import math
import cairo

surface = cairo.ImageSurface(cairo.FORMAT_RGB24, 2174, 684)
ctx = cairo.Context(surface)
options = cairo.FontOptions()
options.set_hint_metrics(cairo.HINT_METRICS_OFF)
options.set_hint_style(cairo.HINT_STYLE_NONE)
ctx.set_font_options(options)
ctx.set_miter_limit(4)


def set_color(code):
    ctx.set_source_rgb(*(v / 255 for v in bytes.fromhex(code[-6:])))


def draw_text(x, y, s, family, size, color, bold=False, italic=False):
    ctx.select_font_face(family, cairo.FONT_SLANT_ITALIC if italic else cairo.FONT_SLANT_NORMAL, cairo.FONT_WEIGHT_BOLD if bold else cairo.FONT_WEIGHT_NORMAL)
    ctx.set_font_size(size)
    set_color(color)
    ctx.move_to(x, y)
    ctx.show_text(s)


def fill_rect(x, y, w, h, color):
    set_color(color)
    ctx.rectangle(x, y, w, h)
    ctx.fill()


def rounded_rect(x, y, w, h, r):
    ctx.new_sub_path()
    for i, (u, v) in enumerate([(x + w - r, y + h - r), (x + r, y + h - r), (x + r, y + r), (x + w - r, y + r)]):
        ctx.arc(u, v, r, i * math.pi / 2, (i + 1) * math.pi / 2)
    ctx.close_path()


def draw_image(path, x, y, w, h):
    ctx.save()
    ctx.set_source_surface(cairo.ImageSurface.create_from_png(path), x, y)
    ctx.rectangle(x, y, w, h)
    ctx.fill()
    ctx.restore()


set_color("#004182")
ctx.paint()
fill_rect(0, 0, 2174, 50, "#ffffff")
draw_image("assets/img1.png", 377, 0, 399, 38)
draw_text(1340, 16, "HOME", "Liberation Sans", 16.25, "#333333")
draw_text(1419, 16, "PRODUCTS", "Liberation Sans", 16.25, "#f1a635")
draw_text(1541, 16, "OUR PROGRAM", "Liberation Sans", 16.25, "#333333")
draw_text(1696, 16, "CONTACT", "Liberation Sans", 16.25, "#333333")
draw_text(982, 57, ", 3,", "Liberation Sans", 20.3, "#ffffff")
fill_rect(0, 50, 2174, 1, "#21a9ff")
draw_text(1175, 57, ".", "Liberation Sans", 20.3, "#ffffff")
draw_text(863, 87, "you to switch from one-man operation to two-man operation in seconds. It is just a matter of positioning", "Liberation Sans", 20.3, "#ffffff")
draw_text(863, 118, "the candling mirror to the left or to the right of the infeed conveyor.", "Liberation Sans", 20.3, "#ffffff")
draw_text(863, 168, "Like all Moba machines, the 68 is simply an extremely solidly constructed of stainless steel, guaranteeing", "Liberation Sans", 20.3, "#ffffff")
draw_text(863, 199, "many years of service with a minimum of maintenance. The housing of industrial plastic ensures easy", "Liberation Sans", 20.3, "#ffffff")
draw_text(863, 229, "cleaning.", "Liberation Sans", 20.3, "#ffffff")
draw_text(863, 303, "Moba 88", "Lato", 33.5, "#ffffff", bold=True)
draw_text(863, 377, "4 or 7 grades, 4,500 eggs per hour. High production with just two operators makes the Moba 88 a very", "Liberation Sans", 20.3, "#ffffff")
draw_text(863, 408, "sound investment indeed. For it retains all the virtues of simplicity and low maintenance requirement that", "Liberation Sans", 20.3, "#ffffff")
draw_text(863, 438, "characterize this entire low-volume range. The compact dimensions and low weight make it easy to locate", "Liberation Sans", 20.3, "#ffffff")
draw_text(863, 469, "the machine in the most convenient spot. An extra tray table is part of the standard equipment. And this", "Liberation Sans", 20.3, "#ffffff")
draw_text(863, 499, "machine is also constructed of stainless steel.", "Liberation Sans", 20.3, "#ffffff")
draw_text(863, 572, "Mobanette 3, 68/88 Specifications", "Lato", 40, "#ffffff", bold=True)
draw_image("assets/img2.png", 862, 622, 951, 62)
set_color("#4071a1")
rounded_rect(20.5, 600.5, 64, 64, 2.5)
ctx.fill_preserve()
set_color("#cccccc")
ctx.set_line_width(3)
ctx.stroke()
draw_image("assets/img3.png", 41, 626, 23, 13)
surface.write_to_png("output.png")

· · · ·

▶ **WHAT TO DO**
Your answer should be one number: how many lines above include the word "ImageSurface".

▶ **RESPONSE TO THE TASK**
2